DIRECTIONS FOR THIS TASK: Go through the records and count the lines where the string "Francisque" occurs. Reply with the number only.

--------------------------------

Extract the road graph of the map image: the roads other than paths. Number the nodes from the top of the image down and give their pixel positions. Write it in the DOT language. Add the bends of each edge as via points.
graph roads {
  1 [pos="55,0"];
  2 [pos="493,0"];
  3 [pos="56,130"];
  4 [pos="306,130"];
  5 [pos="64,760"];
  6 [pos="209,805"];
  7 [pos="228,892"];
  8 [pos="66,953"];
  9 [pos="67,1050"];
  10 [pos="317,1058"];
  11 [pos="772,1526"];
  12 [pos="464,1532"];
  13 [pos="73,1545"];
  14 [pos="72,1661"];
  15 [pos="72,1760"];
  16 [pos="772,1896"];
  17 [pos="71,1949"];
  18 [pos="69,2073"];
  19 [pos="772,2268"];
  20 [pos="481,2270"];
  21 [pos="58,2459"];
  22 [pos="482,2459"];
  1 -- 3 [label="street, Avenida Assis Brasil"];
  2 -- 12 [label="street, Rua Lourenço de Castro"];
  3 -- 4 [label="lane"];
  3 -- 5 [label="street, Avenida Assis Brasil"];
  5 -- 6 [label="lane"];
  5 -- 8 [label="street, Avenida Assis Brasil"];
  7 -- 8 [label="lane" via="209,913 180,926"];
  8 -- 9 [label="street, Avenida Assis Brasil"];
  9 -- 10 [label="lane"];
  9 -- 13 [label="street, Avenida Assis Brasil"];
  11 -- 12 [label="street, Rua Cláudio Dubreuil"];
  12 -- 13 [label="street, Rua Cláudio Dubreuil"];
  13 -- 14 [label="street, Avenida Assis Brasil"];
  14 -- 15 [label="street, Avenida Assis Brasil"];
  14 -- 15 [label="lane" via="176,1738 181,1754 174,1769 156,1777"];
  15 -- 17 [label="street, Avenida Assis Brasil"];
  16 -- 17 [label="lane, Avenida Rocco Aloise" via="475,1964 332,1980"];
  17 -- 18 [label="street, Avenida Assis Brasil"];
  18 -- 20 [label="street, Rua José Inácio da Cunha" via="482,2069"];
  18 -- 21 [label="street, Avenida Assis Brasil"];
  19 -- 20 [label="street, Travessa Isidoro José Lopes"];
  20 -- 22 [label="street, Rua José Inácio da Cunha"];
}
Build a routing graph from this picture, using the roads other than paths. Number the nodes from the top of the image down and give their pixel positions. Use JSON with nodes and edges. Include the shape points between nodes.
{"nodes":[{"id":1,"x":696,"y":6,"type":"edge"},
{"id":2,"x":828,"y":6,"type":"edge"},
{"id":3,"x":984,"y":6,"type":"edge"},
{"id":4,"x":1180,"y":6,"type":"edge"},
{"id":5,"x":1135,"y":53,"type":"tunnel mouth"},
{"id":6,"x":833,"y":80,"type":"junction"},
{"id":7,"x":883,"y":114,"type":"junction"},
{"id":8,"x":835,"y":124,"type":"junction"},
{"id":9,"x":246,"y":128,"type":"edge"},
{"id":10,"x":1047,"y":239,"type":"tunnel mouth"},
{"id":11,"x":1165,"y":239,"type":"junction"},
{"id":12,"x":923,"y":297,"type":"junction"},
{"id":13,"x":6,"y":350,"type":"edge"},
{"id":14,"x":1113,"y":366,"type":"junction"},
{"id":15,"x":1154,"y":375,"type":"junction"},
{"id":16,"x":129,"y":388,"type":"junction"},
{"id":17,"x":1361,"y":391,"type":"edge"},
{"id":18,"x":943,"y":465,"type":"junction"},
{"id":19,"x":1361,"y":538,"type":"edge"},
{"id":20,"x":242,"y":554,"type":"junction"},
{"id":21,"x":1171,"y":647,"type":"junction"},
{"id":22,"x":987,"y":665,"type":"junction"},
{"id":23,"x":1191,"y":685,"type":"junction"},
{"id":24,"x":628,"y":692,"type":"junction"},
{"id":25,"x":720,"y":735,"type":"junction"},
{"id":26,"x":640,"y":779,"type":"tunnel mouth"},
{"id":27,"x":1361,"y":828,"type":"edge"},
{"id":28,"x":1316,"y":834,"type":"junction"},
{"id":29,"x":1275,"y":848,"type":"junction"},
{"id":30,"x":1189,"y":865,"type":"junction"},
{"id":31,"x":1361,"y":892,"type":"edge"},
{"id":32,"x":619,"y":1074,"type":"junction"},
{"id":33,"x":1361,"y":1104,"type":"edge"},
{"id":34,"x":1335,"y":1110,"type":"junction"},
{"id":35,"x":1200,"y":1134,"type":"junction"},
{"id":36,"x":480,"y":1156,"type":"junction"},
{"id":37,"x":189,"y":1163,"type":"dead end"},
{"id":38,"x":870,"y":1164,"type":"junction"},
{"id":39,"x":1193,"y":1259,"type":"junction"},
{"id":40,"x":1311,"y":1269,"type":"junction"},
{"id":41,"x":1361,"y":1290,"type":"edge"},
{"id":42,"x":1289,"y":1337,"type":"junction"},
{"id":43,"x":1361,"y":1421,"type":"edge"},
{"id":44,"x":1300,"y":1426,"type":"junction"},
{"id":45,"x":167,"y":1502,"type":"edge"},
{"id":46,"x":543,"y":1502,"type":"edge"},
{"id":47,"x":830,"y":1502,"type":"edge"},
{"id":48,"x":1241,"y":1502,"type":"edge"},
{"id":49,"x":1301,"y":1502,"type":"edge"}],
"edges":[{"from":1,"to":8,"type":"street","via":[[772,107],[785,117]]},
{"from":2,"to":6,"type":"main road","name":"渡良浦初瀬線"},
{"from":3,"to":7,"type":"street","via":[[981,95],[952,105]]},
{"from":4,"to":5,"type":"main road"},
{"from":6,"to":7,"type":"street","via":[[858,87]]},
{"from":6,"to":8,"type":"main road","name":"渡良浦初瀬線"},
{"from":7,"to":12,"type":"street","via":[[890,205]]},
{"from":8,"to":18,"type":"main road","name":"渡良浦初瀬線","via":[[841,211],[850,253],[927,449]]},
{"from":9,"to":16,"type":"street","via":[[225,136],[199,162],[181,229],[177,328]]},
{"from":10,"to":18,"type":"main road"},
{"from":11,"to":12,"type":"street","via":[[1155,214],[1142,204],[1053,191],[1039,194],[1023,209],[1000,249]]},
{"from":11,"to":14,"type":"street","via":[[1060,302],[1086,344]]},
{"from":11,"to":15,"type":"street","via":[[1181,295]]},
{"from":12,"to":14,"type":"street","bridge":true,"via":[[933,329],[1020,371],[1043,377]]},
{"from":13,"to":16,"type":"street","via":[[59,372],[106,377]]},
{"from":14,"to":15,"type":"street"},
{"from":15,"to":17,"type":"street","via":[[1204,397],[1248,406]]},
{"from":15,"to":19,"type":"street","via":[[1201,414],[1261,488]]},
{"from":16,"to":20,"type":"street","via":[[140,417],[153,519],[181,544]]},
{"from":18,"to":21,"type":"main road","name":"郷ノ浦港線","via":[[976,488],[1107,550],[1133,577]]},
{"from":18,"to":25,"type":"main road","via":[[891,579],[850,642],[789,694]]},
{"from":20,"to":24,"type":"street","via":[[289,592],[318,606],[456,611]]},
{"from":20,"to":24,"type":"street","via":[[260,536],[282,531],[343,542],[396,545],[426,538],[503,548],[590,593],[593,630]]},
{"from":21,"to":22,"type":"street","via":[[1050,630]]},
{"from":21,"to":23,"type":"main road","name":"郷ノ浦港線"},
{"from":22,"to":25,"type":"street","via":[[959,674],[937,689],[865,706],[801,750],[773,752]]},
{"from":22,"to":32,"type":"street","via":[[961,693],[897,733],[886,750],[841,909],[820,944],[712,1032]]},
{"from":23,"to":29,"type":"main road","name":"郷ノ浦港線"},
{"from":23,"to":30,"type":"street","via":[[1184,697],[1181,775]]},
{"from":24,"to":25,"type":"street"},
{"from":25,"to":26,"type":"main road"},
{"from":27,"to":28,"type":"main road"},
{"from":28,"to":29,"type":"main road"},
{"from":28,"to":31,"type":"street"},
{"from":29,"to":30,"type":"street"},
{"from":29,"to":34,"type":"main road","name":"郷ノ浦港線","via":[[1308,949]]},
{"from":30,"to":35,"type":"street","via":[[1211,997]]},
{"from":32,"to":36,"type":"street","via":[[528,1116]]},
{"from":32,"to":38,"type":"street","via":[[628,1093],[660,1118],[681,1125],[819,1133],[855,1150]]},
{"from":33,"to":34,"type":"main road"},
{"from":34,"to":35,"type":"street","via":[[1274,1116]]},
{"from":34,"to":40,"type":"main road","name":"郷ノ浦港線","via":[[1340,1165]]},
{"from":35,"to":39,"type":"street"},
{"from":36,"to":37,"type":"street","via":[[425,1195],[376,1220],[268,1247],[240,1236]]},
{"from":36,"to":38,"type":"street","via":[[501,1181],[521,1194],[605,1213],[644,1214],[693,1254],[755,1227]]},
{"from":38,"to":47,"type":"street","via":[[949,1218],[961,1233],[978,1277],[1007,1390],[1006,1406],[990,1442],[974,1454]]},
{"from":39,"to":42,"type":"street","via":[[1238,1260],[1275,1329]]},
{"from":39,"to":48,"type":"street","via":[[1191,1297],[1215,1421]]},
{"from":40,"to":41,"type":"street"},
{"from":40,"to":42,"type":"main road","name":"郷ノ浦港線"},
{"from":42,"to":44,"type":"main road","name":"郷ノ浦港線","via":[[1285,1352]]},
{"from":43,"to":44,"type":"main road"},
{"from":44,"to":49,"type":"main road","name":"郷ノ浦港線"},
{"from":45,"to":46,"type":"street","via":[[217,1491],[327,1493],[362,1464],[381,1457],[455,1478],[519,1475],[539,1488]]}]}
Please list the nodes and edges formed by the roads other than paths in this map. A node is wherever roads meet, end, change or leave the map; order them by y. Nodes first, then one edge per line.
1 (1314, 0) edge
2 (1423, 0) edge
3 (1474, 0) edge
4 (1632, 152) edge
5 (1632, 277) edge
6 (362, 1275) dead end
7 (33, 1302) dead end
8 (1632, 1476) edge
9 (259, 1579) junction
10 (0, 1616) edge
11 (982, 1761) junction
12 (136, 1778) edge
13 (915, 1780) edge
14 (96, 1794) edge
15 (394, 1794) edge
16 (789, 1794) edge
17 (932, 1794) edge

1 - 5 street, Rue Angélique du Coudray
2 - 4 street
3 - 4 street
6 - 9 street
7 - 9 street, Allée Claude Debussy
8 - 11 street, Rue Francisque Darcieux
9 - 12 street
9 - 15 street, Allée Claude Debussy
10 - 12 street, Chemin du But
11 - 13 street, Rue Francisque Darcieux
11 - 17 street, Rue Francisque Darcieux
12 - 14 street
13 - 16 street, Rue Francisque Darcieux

--------------------------------

RESULT FOR THIS EXERCISE: 4